Duolingo, a free online service that provides a combination of language learning and translation services, and WeSpeke, a free language learning site that uses face-to-face communication between users who speak different languages, have made significant strides in the industry during their initial phases of operation.
Duolingo, launched last year by Carnegie Mellon University professor Luis von Ahn and CMU doctoral student Severin Hacker, has soared to 3 million users worldwide and is now run by a staff of 27 in its Oakland office. Upgrades made in March now provide users with an offline mode that downloads activities and a speech recognition function.
Additionally, Duolingo will release the service to 500 million Android users this week with a new app and a deal is in the works to allow users to translate articles for a major American news organization that Mr. von Ahn declined to name. Currently, Duolingo is available in iOS and its users are translating commercial documents and books into different languages as they complete learning exercises. Duolingo's Android app will be available at the Google Play store starting Wednesday morning.
In its short run, Duolingo has caught the attention of technophiles at PC Magazine, who gave the service four and a half out of five stars in a March review, and Mashable, which named it "One of Eight Startups to Watch" in 2013.
It also ranks as the top education app in Brazil and several other countries.

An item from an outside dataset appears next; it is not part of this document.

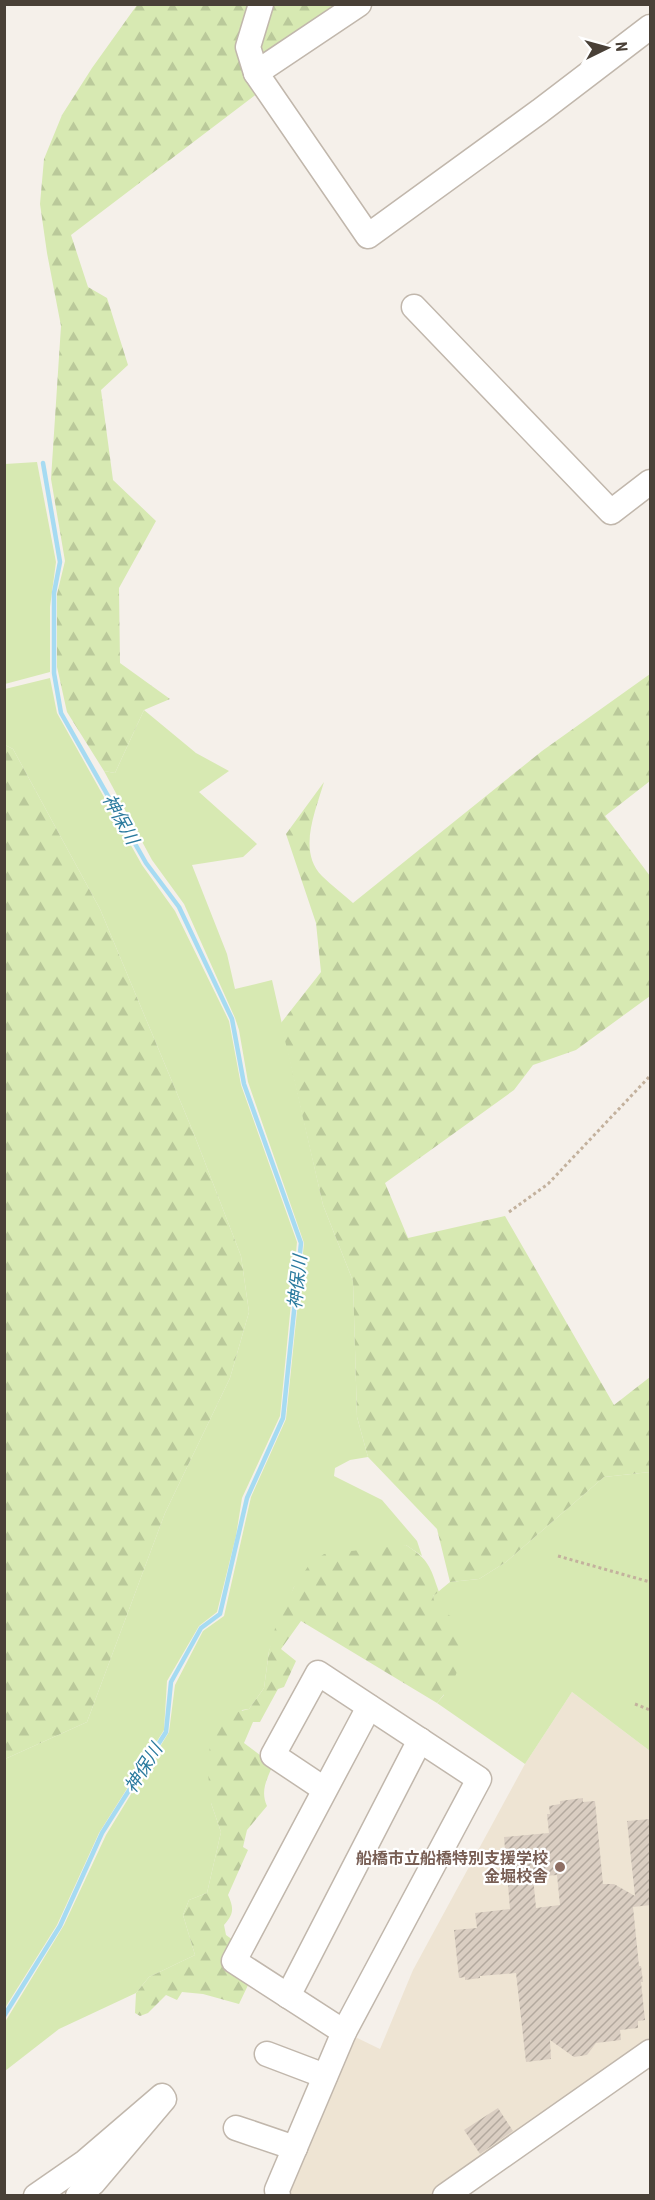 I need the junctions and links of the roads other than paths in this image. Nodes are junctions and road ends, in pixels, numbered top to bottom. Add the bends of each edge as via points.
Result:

This month, the International Academy of Digital Arts and Sciences presented Duolingo with The Webby's People's Voice Award for best Educational and Reference source for handheld devices.
Duolingo's success, which has brought top engineers and language experts from across the globe to Oakland, could benefit startups across the board in the region, Mr. von Ahn said.
"[Mashable's] top eight startups mainly came from Silicon Valley or New York; we were the only Pittsburgh startup. Out of the people we have at Duolingo, 20 out of 30 have moved to Pittsburgh from somewhere else, and these are high-paid engineers," he said. "This is putting Pittsburgh on the map for the startup scene."
WeSpeke cofounder Michael Elchik also wants to put the city on the map as a primary source for language learning. Mr. Elchik, a seasoned tech entrepreneur whose digital microphone company Akustica sold to Bosch for an undisclosed amount in 2009, was able to raise $1.73 million in seed funding for WeSpeke on the strength of his reputation and his idea.
WeSpeke, which launched its open beta site in February, uses a teleconferencing tool and personality-based algorithms to connect people across countries with others hoping to learn their language of origin.
Intermediate English speakers hoping to brush up on French for a senior class trip can connect directly with French students seeking to polish their English for finals.
A text box allows users to write out correct spellings and phonetic pronunciations for words, and has a subject box allowing them to decide what course their conversations will take. To maximize the chance that conversations are lasting and well-meaning, WeSpeke connects users with people who hold similar interests and would want to discuss similar topics.
Only 90 days after the launch of the company's open beta, WeSpeke has more than 1,000 users from 81 cities in 16 countries and has made deals with 110 registered user schools internationally.
Between Duolingo' existing buzz and WeSpeke's emerging acclaim, Mr. Elchik said this is a prime moment to shine a spotlight on the region's resources for language education and technology.
He said Carnegie Mellon University's Language Technologies Institute, which is headed by WeSpeke co-founder Jaime Carbonell, and programs at the University of Pittsburgh help to set a foundation that technology can only help to strengthen.
Those features can help the city take a hold on a global language learning industry that brought in $58.2 billion in 2011, according to Monroe, Wash.-based market research firm Ambient Insight Research.
"We already are a center for excellence in language and culture, but I believe when we step back to see the assets we have here, there's an opportunity to firmly establish those assets and grow them out," Mr. Elchik said.